Financial Planning begins with estimating how much your expenses will cost. This process needs to be repeated each time a new business service or product launched. Some of the monthly and one-time expenses you will likely have are a brick and mortar location, purchases of equipment and supplies, leasing or purchase of communication devices, utilities, licenses and permits, business insurance, lawyer and accountants, inventory, employee salaries, advertising/marketing and market research. Once you have your list of expenses, you can estimate how much they’ll actually cost. This process will be different for each expense you have. Some expenses will have well-defined costs — permits and licenses tend to have clear, published costs. You can search job websites like ‪Indeed.com‬, ‪Glassdoor.com‬ and others locally to estimate employee salaries and ‪Realtor.com‬ and ‪Trulia.com‬ to estimate the going rate for your ideal brick and mortar location. Look online and talk directly to mentors, vendors, and service providers to see what similar companies pay for expenses.

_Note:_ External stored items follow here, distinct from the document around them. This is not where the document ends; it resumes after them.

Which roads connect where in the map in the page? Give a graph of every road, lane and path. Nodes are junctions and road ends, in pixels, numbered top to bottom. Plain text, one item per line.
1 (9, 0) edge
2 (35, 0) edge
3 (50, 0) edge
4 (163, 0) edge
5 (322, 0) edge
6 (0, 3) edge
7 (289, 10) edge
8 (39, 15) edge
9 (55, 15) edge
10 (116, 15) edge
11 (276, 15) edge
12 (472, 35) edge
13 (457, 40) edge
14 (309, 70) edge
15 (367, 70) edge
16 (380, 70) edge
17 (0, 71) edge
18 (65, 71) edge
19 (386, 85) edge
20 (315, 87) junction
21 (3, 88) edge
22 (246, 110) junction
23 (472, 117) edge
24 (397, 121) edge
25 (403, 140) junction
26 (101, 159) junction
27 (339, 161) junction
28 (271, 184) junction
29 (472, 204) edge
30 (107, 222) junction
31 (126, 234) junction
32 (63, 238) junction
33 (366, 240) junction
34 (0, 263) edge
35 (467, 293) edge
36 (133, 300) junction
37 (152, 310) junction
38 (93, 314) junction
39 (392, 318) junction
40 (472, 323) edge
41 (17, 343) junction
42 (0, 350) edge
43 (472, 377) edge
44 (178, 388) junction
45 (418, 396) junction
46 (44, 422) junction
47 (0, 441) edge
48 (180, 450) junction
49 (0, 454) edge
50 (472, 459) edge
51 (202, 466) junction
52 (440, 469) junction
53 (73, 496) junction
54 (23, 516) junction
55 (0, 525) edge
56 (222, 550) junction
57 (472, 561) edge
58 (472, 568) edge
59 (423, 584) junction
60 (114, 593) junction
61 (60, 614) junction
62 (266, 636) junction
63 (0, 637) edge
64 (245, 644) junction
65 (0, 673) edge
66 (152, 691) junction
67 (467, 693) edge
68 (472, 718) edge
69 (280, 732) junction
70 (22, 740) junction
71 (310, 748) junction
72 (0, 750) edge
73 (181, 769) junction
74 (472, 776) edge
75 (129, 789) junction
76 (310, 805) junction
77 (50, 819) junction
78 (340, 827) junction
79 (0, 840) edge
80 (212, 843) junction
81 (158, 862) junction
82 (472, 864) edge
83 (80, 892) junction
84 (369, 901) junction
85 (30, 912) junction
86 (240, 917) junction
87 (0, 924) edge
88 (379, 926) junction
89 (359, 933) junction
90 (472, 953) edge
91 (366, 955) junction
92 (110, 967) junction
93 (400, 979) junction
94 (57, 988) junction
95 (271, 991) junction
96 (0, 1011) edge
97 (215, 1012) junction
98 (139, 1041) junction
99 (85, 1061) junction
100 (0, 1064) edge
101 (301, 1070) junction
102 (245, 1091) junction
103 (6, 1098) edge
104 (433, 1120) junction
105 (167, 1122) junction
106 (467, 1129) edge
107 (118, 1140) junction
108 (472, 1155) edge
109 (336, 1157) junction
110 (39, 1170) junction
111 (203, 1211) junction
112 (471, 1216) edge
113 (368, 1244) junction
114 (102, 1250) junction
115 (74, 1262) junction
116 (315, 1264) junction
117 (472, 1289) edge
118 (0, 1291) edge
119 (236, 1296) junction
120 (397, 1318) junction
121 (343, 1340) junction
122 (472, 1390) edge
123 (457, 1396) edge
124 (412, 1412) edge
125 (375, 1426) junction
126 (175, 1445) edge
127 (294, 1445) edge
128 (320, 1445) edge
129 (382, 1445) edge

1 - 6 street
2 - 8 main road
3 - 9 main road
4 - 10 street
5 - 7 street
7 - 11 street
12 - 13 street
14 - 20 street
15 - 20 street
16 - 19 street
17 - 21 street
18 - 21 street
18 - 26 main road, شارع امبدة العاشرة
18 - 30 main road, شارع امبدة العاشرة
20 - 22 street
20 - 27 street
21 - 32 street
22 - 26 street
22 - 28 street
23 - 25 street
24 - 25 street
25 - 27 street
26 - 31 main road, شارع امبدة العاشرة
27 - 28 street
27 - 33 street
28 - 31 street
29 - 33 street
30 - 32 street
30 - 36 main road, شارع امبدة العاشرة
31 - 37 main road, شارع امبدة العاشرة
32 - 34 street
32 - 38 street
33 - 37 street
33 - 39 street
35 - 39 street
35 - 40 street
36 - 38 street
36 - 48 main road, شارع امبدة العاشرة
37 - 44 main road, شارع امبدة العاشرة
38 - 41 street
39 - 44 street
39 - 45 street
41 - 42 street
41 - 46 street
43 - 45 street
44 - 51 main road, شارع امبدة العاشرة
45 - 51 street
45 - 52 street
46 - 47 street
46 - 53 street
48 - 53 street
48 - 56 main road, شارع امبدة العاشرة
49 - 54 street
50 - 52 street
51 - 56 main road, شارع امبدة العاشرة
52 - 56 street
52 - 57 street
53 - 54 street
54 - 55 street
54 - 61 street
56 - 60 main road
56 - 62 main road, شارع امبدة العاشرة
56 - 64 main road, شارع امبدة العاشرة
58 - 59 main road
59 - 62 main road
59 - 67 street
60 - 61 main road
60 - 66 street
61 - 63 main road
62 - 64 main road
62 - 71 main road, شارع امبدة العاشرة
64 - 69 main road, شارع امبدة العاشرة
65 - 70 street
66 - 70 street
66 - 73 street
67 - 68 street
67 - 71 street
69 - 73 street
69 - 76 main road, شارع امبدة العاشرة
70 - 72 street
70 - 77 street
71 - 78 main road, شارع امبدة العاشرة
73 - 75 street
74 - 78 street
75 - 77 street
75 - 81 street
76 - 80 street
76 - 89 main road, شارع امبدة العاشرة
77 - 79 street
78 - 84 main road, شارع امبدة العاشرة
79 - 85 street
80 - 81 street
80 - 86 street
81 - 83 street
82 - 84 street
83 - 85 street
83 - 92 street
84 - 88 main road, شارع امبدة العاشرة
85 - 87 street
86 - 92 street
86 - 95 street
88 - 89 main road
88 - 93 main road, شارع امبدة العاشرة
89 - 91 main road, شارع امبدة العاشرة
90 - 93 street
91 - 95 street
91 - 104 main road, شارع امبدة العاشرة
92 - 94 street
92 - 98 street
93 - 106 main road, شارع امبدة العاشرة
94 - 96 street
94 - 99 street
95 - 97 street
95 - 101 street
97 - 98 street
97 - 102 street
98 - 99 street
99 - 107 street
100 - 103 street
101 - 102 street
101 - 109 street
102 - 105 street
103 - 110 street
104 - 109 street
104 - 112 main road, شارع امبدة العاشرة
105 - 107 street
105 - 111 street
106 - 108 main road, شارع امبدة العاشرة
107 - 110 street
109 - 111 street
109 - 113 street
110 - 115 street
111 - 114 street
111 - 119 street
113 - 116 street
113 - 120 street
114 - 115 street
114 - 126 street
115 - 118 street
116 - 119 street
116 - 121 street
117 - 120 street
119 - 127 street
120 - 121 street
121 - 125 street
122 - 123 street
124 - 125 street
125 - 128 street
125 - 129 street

Next, add up your expenses for a full financial picture. Once you’ve identified your business expenses and how much they’ll cost, you should organize your expenses into one-time expenses and monthly expenses, ie one-time expenses are the initial costs needed to start the business. Major equipment purchases, hiring a logo designer, and paying for permits, licenses, and fees are generally considered to be one-time expenses. You can typically deduct one-time expenses for tax purposes (a capital expenditure), which can save you money on the amount of taxes you’ll owe. Make sure to keep track of your expenses and talk to your accountant when it’s time to file your taxes. Monthly expenses typically include things like salaries, rent, and utility bills. You’ll want to count at least one year of monthly expenses, but counting five years is ideal. Add up your one-time and monthly expenses to get a good picture of how much capital you’ll need and when you’ll need it. Once completed you now have a general idea how much income you will need to stay open.
Finally, projecting Business Revenue should be approached ever so conservatively and with thorough research. By estimating how many purchases per customer per month on average can we plausibly service, we can forecast daily, weekly, monthly and even annual gross revenue at any given time.
For example, if you are opening a gas station on a main intersection with the nearest competing gas station 1.5 miles away, in a suburban community of medium density, you might expect purchases per customer per month of 2 times. Based on these projections, if gas is X and the total amount of customers is Y, you monthly revenue projections would be 2XY.
If your business can survive and grow from these figures, all should be a go. If your figures are not possible, look at your expenses and estimated revenues and start again. Can you reduce or eliminate any of your perating expenses? How about securing a different location? Can you begin your business on line? Is partnering or collaborating an option? Should you wait another six months? A year? Be honest with yourself, determine what are true needs and what are not and move forward.
Funding your business is one of the first — and most important — financial choices most business owners make. How you choose to fund your business could affect how you structure and run your business. Determine how much funding you'll need, as every business has different needs, and no financial solution is one size fits all, your personal financial situation and vision for your business will shape the financial future of you business.